What the exercise asks
Where does the string "Ramal" occur in the records below? Copy every line that holds it.

━━ Information supplied

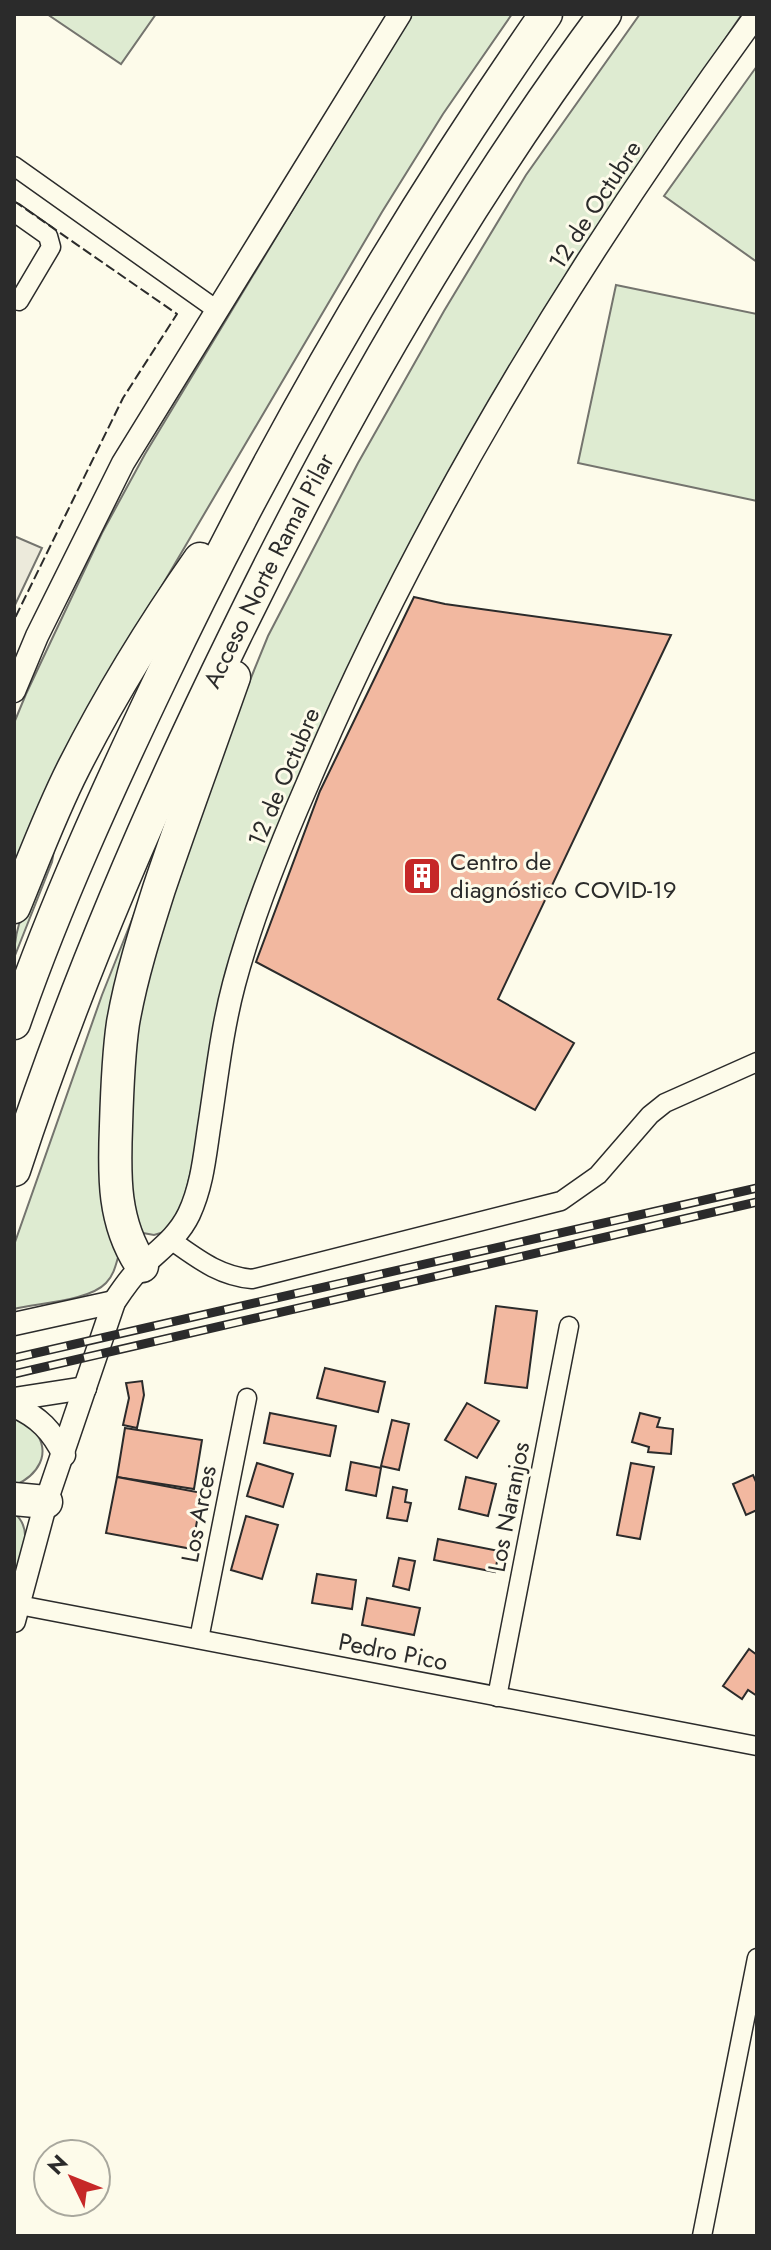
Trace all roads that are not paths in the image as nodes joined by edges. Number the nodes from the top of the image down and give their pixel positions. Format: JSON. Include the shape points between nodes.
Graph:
{"nodes":[{"id":1,"x":400,"y":14,"type":"edge"},
{"id":2,"x":546,"y":14,"type":"edge"},
{"id":3,"x":605,"y":14,"type":"edge"},
{"id":4,"x":757,"y":14,"type":"edge"},
{"id":5,"x":14,"y":166,"type":"edge"},
{"id":6,"x":14,"y":212,"type":"edge"},
{"id":7,"x":19,"y":301,"type":"dead end"},
{"id":8,"x":217,"y":310,"type":"junction"},
{"id":9,"x":267,"y":465,"type":"junction"},
{"id":10,"x":287,"y":528,"type":"junction"},
{"id":11,"x":14,"y":691,"type":"edge"},
{"id":12,"x":14,"y":907,"type":"edge"},
{"id":13,"x":14,"y":1023,"type":"edge"},
{"id":14,"x":757,"y":1062,"type":"edge"},
{"id":15,"x":14,"y":1170,"type":"edge"},
{"id":16,"x":171,"y":1240,"type":"junction"},
{"id":17,"x":142,"y":1266,"type":"junction"},
{"id":18,"x":114,"y":1302,"type":"junction"},
{"id":19,"x":14,"y":1324,"type":"edge"},
{"id":20,"x":569,"y":1326,"type":"dead end"},
{"id":21,"x":85,"y":1388,"type":"junction"},
{"id":22,"x":247,"y":1398,"type":"dead end"},
{"id":23,"x":14,"y":1399,"type":"edge"},
{"id":24,"x":14,"y":1406,"type":"edge"},
{"id":25,"x":64,"y":1455,"type":"junction"},
{"id":26,"x":14,"y":1499,"type":"edge"},
{"id":27,"x":46,"y":1502,"type":"junction"},
{"id":28,"x":17,"y":1613,"type":"edge"},
{"id":29,"x":199,"y":1639,"type":"junction"},
{"id":30,"x":497,"y":1697,"type":"junction"},
{"id":31,"x":757,"y":1746,"type":"edge"},
{"id":32,"x":757,"y":1958,"type":"edge"},
{"id":33,"x":748,"y":2062,"type":"edge"},
{"id":34,"x":702,"y":2236,"type":"edge"}],
"edges":[{"from":1,"to":8,"type":"street"},
{"from":2,"to":9,"type":"highway","name":"Acceso Norte Ramal Pilar","via":[[409,220]]},
{"from":3,"to":10,"type":"highway","name":"Acceso Norte Ramal Pilar","via":[[430,276]]},
{"from":4,"to":16,"type":"street","name":"12 de Octubre","via":[[533,349],[391,605],[262,894],[234,984],[202,1176],[188,1216]]},
{"from":5,"to":8,"type":"street"},
{"from":6,"to":7,"type":"street","via":[[48,236],[51,247]]},
{"from":8,"to":11,"type":"street","via":[[123,463]]},
{"from":9,"to":12,"type":"highway","via":[[156,621],[110,698],[72,771]]},
{"from":9,"to":13,"type":"highway","name":"Acceso Norte Ramal Pilar","via":[[134,734],[55,912]]},
{"from":10,"to":15,"type":"highway","name":"Acceso Norte Ramal Pilar","via":[[127,866]]},
{"from":10,"to":17,"type":"highway","via":[[182,821],[133,974],[123,1023],[117,1195],[128,1245]]},
{"from":14,"to":16,"type":"street","via":[[665,1103],[598,1175],[561,1201],[252,1279],[210,1268]]},
{"from":16,"to":17,"type":"street","name":"12 de Octubre"},
{"from":17,"to":18,"type":"street","name":"12 de Octubre"},
{"from":18,"to":19,"type":"street"},
{"from":18,"to":21,"type":"street","name":"12 de Octubre"},
{"from":20,"to":30,"type":"street","name":"Los Naranjos"},
{"from":21,"to":23,"type":"street"},
{"from":21,"to":25,"type":"street","name":"12 de Octubre"},
{"from":22,"to":29,"type":"street","name":"Los Arces"},
{"from":24,"to":25,"type":"street","via":[[53,1432]]},
{"from":25,"to":27,"type":"street","name":"12 de Octubre"},
{"from":26,"to":27,"type":"highway"},
{"from":27,"to":28,"type":"street","name":"12 de Octubre"},
{"from":28,"to":29,"type":"street","name":"Pedro Pico"},
{"from":29,"to":30,"type":"street","name":"Pedro Pico"},
{"from":30,"to":31,"type":"street","name":"Pedro Pico"},
{"from":32,"to":33,"type":"street"},
{"from":33,"to":34,"type":"street"}]}
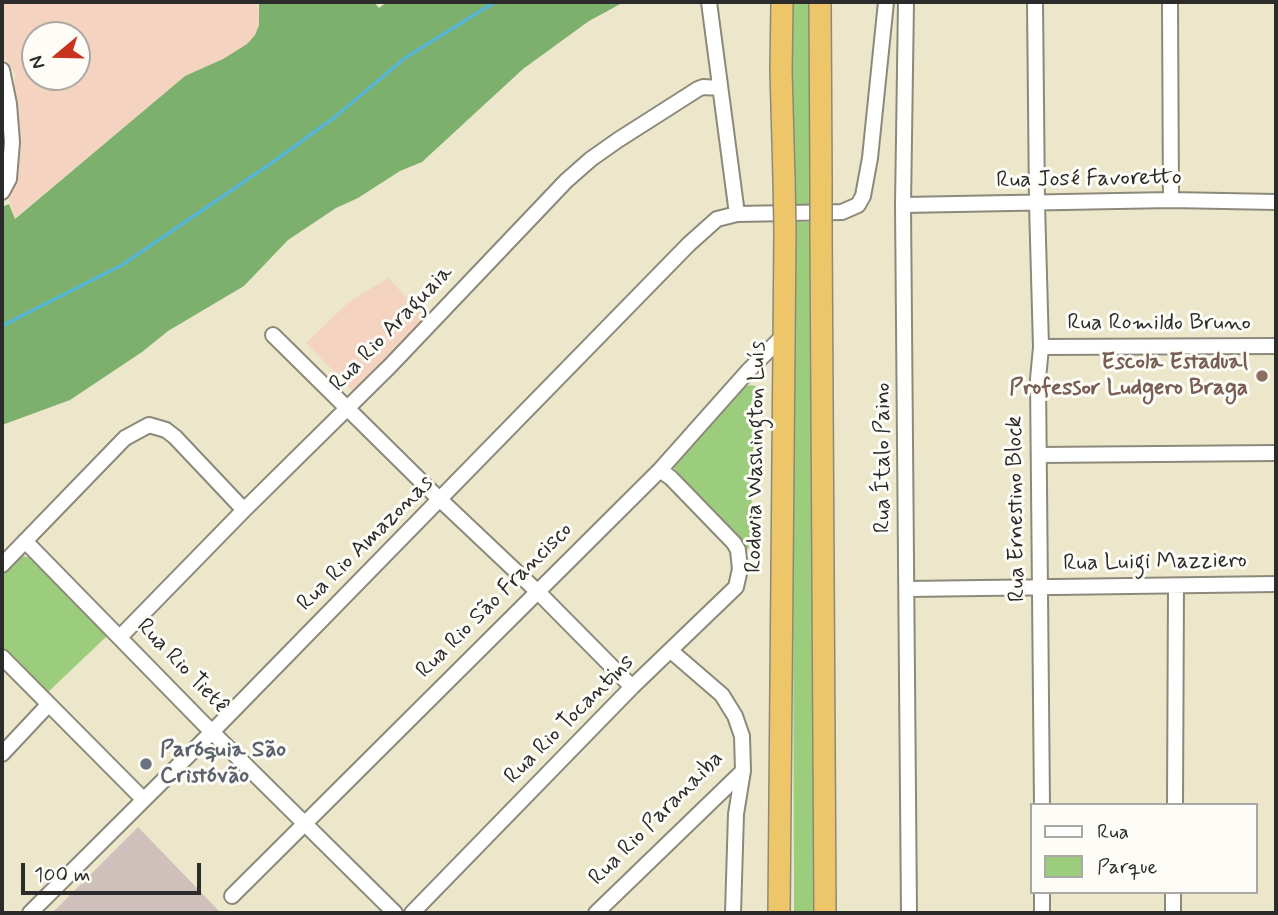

━━━━

Reply
{"from":2,"to":9,"type":"highway","name":"Acceso Norte Ramal Pilar","via":[[409,220]]},
{"from":3,"to":10,"type":"highway","name":"Acceso Norte Ramal Pilar","via":[[430,276]]},
{"from":9,"to":13,"type":"highway","name":"Acceso Norte Ramal Pilar","via":[[134,734],[55,912]]},
{"from":10,"to":15,"type":"highway","name":"Acceso Norte Ramal Pilar","via":[[127,866]]},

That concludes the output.